Newspaper article The Christian Science Monitor

Charges without Conviction? Baltimore Prosecutor under Fire

Newspaper article The Christian Science Monitor

Charges without Conviction? Baltimore Prosecutor under Fire

Article excerpt

With two trials and no convictions in the death of Baltimore's Freddie Gray, critics say that the prosecution may have moved too fast in bringing charges against police officers involved.

When Baltimore-area prosecutor, Marilyn Mosby quickly levied charges against six police officers in the death of Mr. Gray, many observers were pleased that justice was being carried out so quickly, especially following the decisions not to prosecute officers in other high-profile deaths of black men at the hands of police officers in Ferguson, Mo., and New York City. Now, critics are saying that the time may not have been right for Ms.
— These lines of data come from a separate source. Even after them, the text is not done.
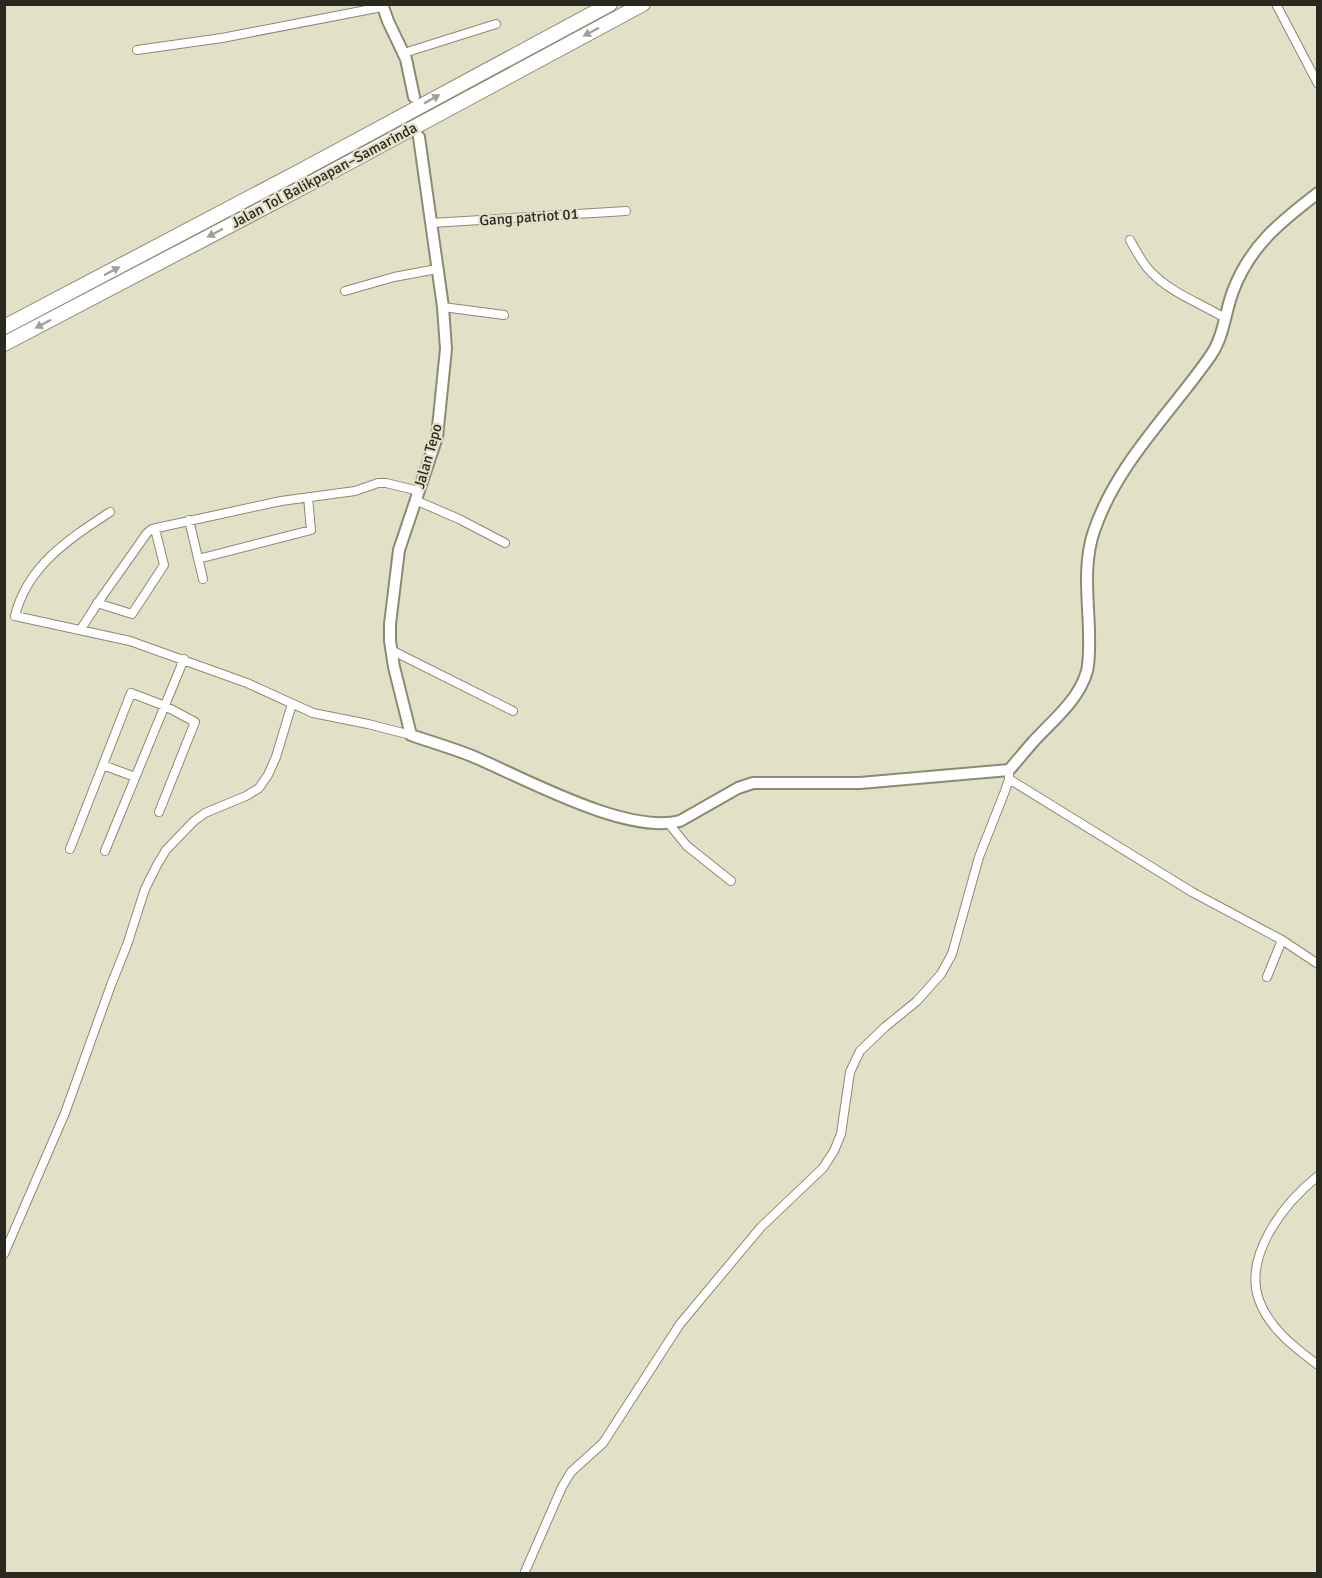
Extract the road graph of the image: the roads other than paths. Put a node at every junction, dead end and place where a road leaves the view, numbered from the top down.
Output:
1 (610, 4) edge
2 (643, 4) edge
3 (1276, 4) edge
4 (382, 6) edge
5 (496, 24) dead end
6 (137, 50) dead end
7 (405, 53) junction
8 (1317, 84) edge
9 (414, 97) dead end
10 (419, 137) dead end
11 (1317, 193) edge
12 (626, 211) dead end
13 (431, 224) junction
14 (1130, 240) dead end
15 (437, 269) junction
16 (345, 291) dead end
17 (443, 307) junction
18 (504, 315) dead end
19 (1224, 318) junction
20 (4, 327) edge
21 (4, 344) edge
22 (417, 495) junction
23 (308, 497) junction
24 (110, 513) dead end
25 (189, 520) junction
26 (155, 529) junction
27 (505, 543) dead end
28 (198, 559) junction
29 (203, 579) dead end
30 (97, 603) junction
31 (81, 629) junction
32 (391, 650) junction
33 (184, 659) junction
34 (293, 704) junction
35 (165, 706) junction
36 (513, 711) dead end
37 (411, 735) junction
38 (103, 765) junction
39 (1009, 774) junction
40 (135, 777) junction
41 (159, 812) dead end
42 (669, 824) junction
43 (70, 849) dead end
44 (105, 851) dead end
45 (731, 881) dead end
46 (1282, 940) junction
47 (1317, 964) edge
48 (1268, 977) dead end
49 (1317, 1176) edge
50 (4, 1254) edge
51 (1317, 1365) edge
52 (524, 1574) edge

20 -> 1 highway, Jalan Tol Balikpapan–Samarinda
2 -> 21 highway, Jalan Tol Balikpapan–Samarinda
3 - 8 street
4 - 6 street
4 - 7 street
5 - 7 street
7 - 9 street
10 - 13 street, Jalan Tepo
11 - 19 street
12 - 13 street, Gang patriot 01
13 - 15 street, Jalan Tepo
14 - 19 street
15 - 16 street
15 - 17 street, Jalan Tepo
17 - 18 street
17 - 22 street, Jalan Tepo
19 - 39 street
22 - 23 street
22 - 27 street
22 - 32 street, Jalan Tepo
23 - 25 street
23 - 28 street
24 - 31 street
25 - 26 street
25 - 28 street
26 - 30 street
26 - 30 street
28 - 29 street
30 - 31 street
31 - 33 street
32 - 36 street
32 - 37 street, Jalan Tepo
33 - 34 street
33 - 35 street
34 - 37 street
34 - 50 street
35 - 38 street
35 - 40 street
35 - 41 street
37 - 42 street
38 - 40 street
38 - 43 street
39 - 42 street
39 - 46 street
39 - 52 street
40 - 44 street
42 - 45 street
46 - 47 street
46 - 48 street
49 - 51 street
Mosby to lay charges.

"This speaks to the notion a lot of people had when this first happened, which is that it was a rush to judgment," former civil rights prosecutor David Weinstein told the Associated Press. "The state's attorney was trying to balance what she had with the public outcry and call to action given the climate in Baltimore and across the US concerning policing, and I think she was overreaching."

Mosby, the state's youngest ever top prosecutor, was responding in part to public outcry after Gray's death when she levied charges just weeks after the incident, and just a day after receiving the Baltimore Police Department's investigation.

"To the youth of this city, I will seek justice on your behalf," Mosby told reporters during her announcement of the charges on May 1, 2015. "As young people our time is now."

That announcement was welcome news to enraged Baltimoreans who had taken to the streets in the wake of Gray's death in tense, and at times violent, protest. Gray's death quickly became symbolic of what activists described as a pattern of aggressive policing and mistreatment of black residents.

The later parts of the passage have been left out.